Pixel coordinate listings
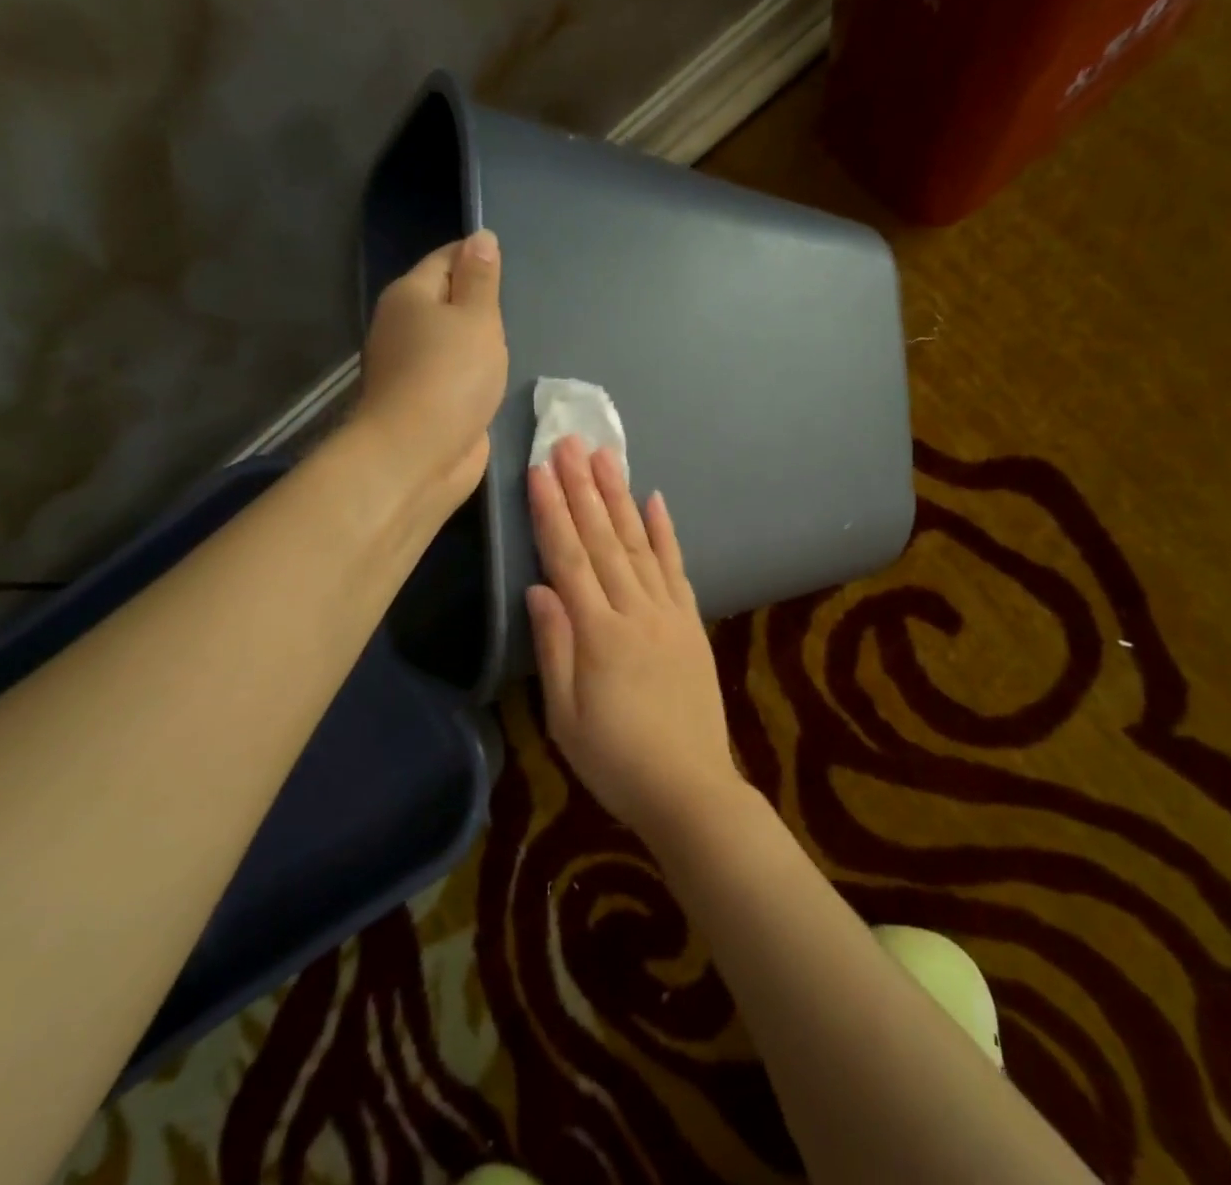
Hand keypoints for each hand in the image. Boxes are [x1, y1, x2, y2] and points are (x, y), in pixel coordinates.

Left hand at [354, 230, 507, 509]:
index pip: (447, 258)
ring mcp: (410, 365)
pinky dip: (473, 370)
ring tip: (514, 339)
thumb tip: (481, 237)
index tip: (512, 267)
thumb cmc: (451, 376)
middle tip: (520, 306)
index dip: (478, 257)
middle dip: (479, 300)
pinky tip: (495, 375)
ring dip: (476, 339)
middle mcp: (403, 325)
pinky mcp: (424, 399)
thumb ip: (481, 279)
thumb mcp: (476, 318)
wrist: (418, 453)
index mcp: (410, 295)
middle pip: (445, 298)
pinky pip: (453, 372)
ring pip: (449, 338)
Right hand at [525, 435, 748, 844]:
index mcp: (598, 633)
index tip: (539, 471)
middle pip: (604, 539)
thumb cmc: (616, 760)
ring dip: (620, 497)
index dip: (552, 512)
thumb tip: (538, 588)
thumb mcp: (565, 716)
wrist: (690, 787)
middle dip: (583, 488)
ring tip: (606, 457)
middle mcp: (635, 610)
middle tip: (571, 442)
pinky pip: (677, 567)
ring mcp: (669, 612)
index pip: (569, 559)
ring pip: (639, 543)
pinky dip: (666, 532)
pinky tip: (656, 500)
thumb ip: (554, 646)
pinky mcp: (692, 622)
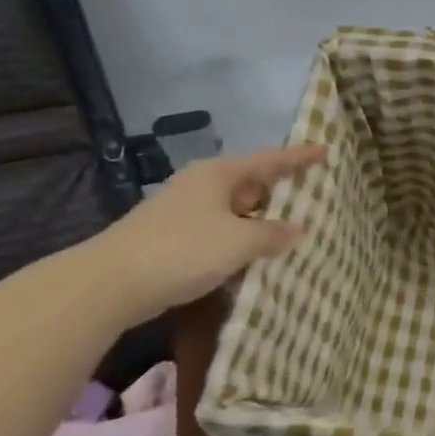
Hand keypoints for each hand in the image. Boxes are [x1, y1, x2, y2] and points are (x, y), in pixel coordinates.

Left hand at [86, 146, 327, 325]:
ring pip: (233, 211)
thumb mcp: (238, 242)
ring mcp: (183, 212)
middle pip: (251, 184)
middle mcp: (202, 185)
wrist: (108, 284)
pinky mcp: (171, 239)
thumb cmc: (182, 250)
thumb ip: (272, 235)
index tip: (326, 151)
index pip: (270, 160)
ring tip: (289, 233)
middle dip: (279, 193)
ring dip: (258, 222)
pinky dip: (238, 242)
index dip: (300, 157)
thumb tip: (296, 229)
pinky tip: (251, 259)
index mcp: (220, 174)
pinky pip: (218, 233)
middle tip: (312, 198)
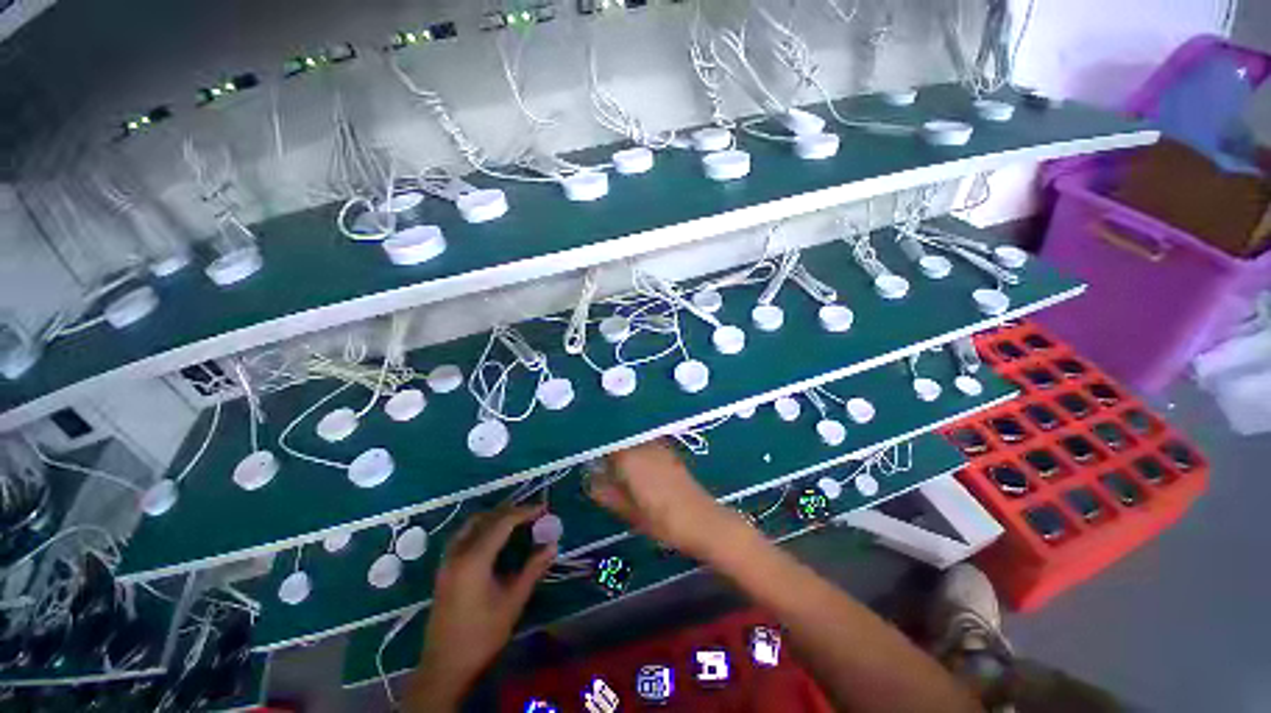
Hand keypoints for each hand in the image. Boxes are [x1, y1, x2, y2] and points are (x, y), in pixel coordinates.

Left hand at [410, 505, 555, 708]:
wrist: (444, 667)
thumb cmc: (481, 635)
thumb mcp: (512, 602)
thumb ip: (533, 569)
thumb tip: (553, 546)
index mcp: (474, 559)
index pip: (503, 522)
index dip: (525, 512)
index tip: (544, 508)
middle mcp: (458, 553)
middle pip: (486, 519)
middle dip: (511, 511)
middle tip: (532, 514)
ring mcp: (447, 560)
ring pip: (472, 525)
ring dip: (495, 518)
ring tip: (516, 522)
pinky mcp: (444, 569)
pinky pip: (464, 536)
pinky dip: (482, 528)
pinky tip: (494, 539)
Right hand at [588, 440, 746, 558]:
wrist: (699, 519)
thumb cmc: (660, 519)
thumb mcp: (626, 511)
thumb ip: (605, 492)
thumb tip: (590, 479)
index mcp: (628, 457)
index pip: (605, 443)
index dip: (594, 448)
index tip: (586, 456)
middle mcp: (642, 444)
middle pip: (619, 438)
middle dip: (608, 446)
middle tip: (598, 461)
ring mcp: (658, 445)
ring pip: (633, 439)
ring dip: (623, 445)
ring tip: (615, 463)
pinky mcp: (669, 451)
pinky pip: (646, 443)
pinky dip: (637, 448)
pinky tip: (636, 464)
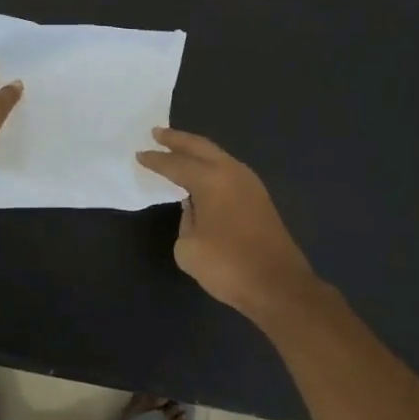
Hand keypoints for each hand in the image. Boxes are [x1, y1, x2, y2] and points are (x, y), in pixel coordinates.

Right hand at [137, 128, 324, 324]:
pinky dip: (211, 165)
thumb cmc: (228, 266)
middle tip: (157, 132)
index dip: (156, 160)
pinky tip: (202, 174)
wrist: (279, 286)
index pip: (176, 164)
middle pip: (201, 147)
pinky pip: (228, 170)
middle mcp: (232, 173)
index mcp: (211, 180)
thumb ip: (186, 220)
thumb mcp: (188, 247)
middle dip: (178, 139)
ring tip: (178, 149)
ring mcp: (250, 184)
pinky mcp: (260, 199)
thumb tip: (195, 208)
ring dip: (197, 151)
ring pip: (218, 156)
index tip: (139, 154)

Work task
The pictures stay out; repeat exactly the lines from the one with "middle tip: (598, 461)" to the end of the entries above, and nothing else.

Completed exercise
middle tip: (598, 461)
ring mcp: (658, 445)
ring pip: (633, 439)
ring dip: (623, 445)
ring tip: (615, 463)
pinky mcp: (669, 451)
pinky pip: (646, 443)
pinky dip: (637, 448)
pinky tip: (636, 464)
Hand keypoints for each hand in the image. Boxes are [x1, y1, x2, y2] and points are (x, y), in pixel coordinates.

Right hand at [137, 128, 324, 324]:
pinky dip: (211, 165)
thumb cmc: (228, 266)
middle tip: (157, 132)
index dip: (156, 160)
pinky tip: (202, 174)
wrist: (279, 286)
index pip: (176, 164)
middle pip: (201, 147)
pinky pip: (228, 170)
middle mcp: (232, 173)
index mcp: (211, 180)
thumb ip: (186, 220)
thumb mcp: (188, 247)
middle dip: (178, 139)
ring tip: (178, 149)
ring mcp: (250, 184)
pinky mcp: (260, 199)
thumb tip: (195, 208)
ring dip: (197, 151)
ring pip: (218, 156)
index tip: (139, 154)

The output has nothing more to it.